### Goal of the exercise
Write out each record below exactly, without pictures.

### Extracted information
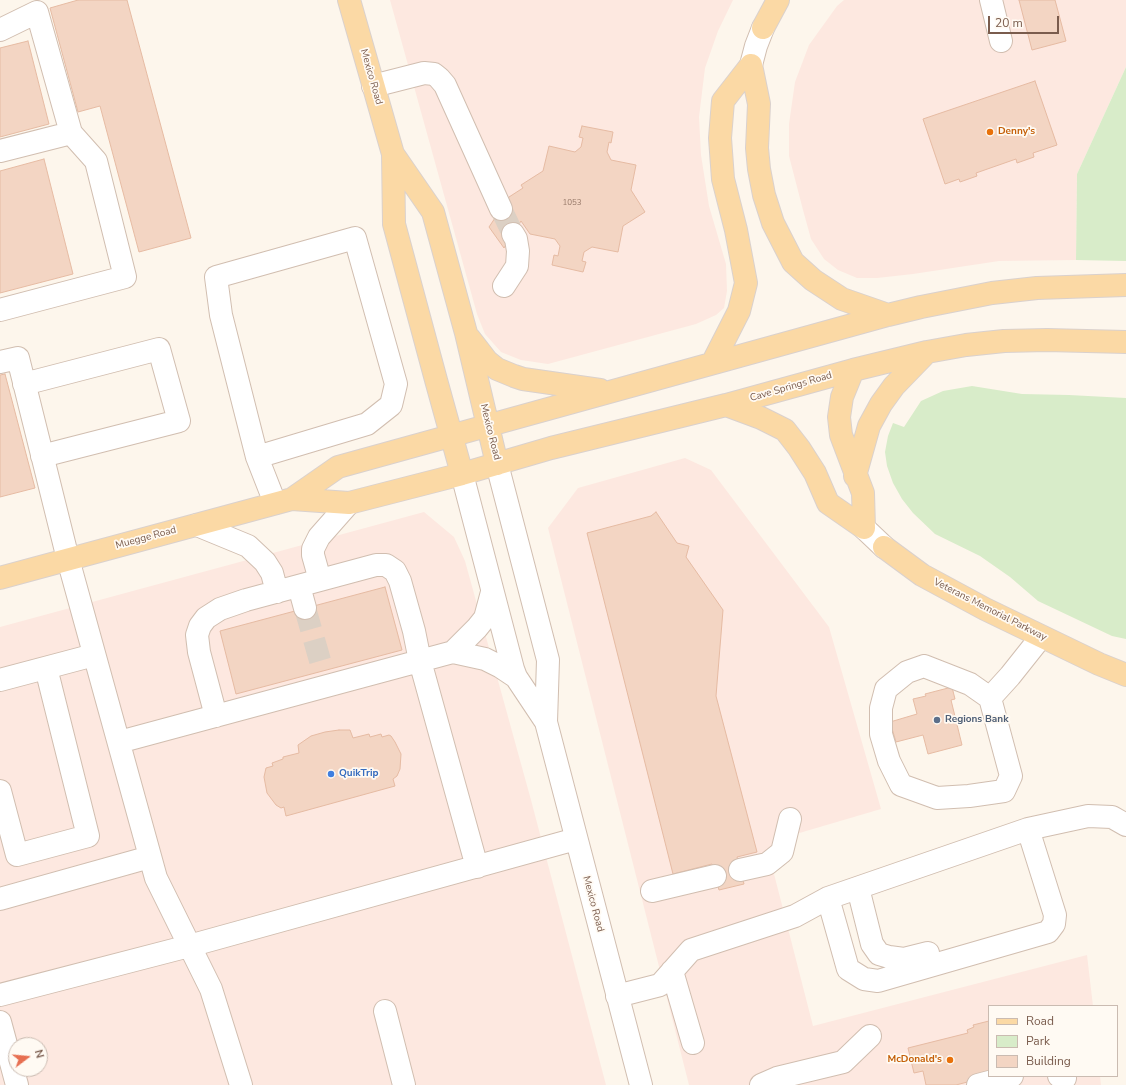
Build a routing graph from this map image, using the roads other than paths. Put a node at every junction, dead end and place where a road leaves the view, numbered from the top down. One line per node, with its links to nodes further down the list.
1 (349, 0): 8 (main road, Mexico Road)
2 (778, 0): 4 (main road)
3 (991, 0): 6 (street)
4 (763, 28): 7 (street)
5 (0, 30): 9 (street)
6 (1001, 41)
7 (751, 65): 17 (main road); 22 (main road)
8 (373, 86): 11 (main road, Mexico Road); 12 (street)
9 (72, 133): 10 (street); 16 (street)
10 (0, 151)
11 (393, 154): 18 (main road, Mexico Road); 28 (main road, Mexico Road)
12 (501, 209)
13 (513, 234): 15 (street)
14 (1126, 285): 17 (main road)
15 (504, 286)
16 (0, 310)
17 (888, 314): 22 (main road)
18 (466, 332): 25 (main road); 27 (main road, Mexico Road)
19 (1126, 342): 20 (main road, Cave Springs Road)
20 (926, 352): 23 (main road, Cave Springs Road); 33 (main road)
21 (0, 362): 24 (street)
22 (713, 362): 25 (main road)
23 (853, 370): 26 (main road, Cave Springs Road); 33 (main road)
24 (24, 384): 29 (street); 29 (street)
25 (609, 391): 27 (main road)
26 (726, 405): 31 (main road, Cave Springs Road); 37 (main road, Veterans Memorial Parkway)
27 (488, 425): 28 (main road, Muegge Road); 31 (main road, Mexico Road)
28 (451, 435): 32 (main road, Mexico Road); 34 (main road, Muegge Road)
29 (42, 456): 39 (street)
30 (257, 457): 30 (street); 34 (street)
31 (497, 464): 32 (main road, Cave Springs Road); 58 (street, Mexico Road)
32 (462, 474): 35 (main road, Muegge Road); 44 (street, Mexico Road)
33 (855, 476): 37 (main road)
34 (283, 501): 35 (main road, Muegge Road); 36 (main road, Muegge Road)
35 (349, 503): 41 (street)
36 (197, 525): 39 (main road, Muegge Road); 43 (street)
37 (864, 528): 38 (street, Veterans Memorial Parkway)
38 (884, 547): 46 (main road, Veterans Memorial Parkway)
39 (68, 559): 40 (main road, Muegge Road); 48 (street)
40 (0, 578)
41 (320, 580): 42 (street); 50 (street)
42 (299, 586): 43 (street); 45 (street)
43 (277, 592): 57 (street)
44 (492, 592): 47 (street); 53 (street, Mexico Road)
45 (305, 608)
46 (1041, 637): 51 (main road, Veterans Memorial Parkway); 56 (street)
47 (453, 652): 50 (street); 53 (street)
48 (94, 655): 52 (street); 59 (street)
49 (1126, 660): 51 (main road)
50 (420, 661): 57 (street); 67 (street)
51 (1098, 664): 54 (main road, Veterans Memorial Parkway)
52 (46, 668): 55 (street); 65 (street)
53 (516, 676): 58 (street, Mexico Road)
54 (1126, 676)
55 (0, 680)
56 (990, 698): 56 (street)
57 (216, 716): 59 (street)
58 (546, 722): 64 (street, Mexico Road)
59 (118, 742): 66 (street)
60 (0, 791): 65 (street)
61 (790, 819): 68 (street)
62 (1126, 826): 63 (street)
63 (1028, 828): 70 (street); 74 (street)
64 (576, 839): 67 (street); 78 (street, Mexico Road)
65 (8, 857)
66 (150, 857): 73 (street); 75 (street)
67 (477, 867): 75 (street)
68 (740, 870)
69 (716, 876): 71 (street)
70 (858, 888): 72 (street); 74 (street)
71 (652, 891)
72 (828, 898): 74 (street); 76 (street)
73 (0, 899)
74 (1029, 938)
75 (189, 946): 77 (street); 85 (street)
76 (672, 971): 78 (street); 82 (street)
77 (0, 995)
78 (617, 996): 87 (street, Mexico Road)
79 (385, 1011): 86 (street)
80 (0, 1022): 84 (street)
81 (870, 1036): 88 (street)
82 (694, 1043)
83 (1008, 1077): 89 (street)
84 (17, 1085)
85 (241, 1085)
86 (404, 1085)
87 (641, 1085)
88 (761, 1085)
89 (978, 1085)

### Answer to this task
Build a routing graph from this map image, using the roads other than paths. Put a node at every junction, dead end and place where a road leaves the view, numbered from the top down. One line per node, with its links to nodes further down the list.
1 (349, 0): 8 (main road, Mexico Road)
2 (778, 0): 4 (main road)
3 (991, 0): 6 (street)
4 (763, 28): 7 (street)
5 (0, 30): 9 (street)
6 (1001, 41)
7 (751, 65): 17 (main road); 22 (main road)
8 (373, 86): 11 (main road, Mexico Road); 12 (street)
9 (72, 133): 10 (street); 16 (street)
10 (0, 151)
11 (393, 154): 18 (main road, Mexico Road); 28 (main road, Mexico Road)
12 (501, 209)
13 (513, 234): 15 (street)
14 (1126, 285): 17 (main road)
15 (504, 286)
16 (0, 310)
17 (888, 314): 22 (main road)
18 (466, 332): 25 (main road); 27 (main road, Mexico Road)
19 (1126, 342): 20 (main road, Cave Springs Road)
20 (926, 352): 23 (main road, Cave Springs Road); 33 (main road)
21 (0, 362): 24 (street)
22 (713, 362): 25 (main road)
23 (853, 370): 26 (main road, Cave Springs Road); 33 (main road)
24 (24, 384): 29 (street); 29 (street)
25 (609, 391): 27 (main road)
26 (726, 405): 31 (main road, Cave Springs Road); 37 (main road, Veterans Memorial Parkway)
27 (488, 425): 28 (main road, Muegge Road); 31 (main road, Mexico Road)
28 (451, 435): 32 (main road, Mexico Road); 34 (main road, Muegge Road)
29 (42, 456): 39 (street)
30 (257, 457): 30 (street); 34 (street)
31 (497, 464): 32 (main road, Cave Springs Road); 58 (street, Mexico Road)
32 (462, 474): 35 (main road, Muegge Road); 44 (street, Mexico Road)
33 (855, 476): 37 (main road)
34 (283, 501): 35 (main road, Muegge Road); 36 (main road, Muegge Road)
35 (349, 503): 41 (street)
36 (197, 525): 39 (main road, Muegge Road); 43 (street)
37 (864, 528): 38 (street, Veterans Memorial Parkway)
38 (884, 547): 46 (main road, Veterans Memorial Parkway)
39 (68, 559): 40 (main road, Muegge Road); 48 (street)
40 (0, 578)
41 (320, 580): 42 (street); 50 (street)
42 (299, 586): 43 (street); 45 (street)
43 (277, 592): 57 (street)
44 (492, 592): 47 (street); 53 (street, Mexico Road)
45 (305, 608)
46 (1041, 637): 51 (main road, Veterans Memorial Parkway); 56 (street)
47 (453, 652): 50 (street); 53 (street)
48 (94, 655): 52 (street); 59 (street)
49 (1126, 660): 51 (main road)
50 (420, 661): 57 (street); 67 (street)
51 (1098, 664): 54 (main road, Veterans Memorial Parkway)
52 (46, 668): 55 (street); 65 (street)
53 (516, 676): 58 (street, Mexico Road)
54 (1126, 676)
55 (0, 680)
56 (990, 698): 56 (street)
57 (216, 716): 59 (street)
58 (546, 722): 64 (street, Mexico Road)
59 (118, 742): 66 (street)
60 (0, 791): 65 (street)
61 (790, 819): 68 (street)
62 (1126, 826): 63 (street)
63 (1028, 828): 70 (street); 74 (street)
64 (576, 839): 67 (street); 78 (street, Mexico Road)
65 (8, 857)
66 (150, 857): 73 (street); 75 (street)
67 (477, 867): 75 (street)
68 (740, 870)
69 (716, 876): 71 (street)
70 (858, 888): 72 (street); 74 (street)
71 (652, 891)
72 (828, 898): 74 (street); 76 (street)
73 (0, 899)
74 (1029, 938)
75 (189, 946): 77 (street); 85 (street)
76 (672, 971): 78 (street); 82 (street)
77 (0, 995)
78 (617, 996): 87 (street, Mexico Road)
79 (385, 1011): 86 (street)
80 (0, 1022): 84 (street)
81 (870, 1036): 88 (street)
82 (694, 1043)
83 (1008, 1077): 89 (street)
84 (17, 1085)
85 (241, 1085)
86 (404, 1085)
87 (641, 1085)
88 (761, 1085)
89 (978, 1085)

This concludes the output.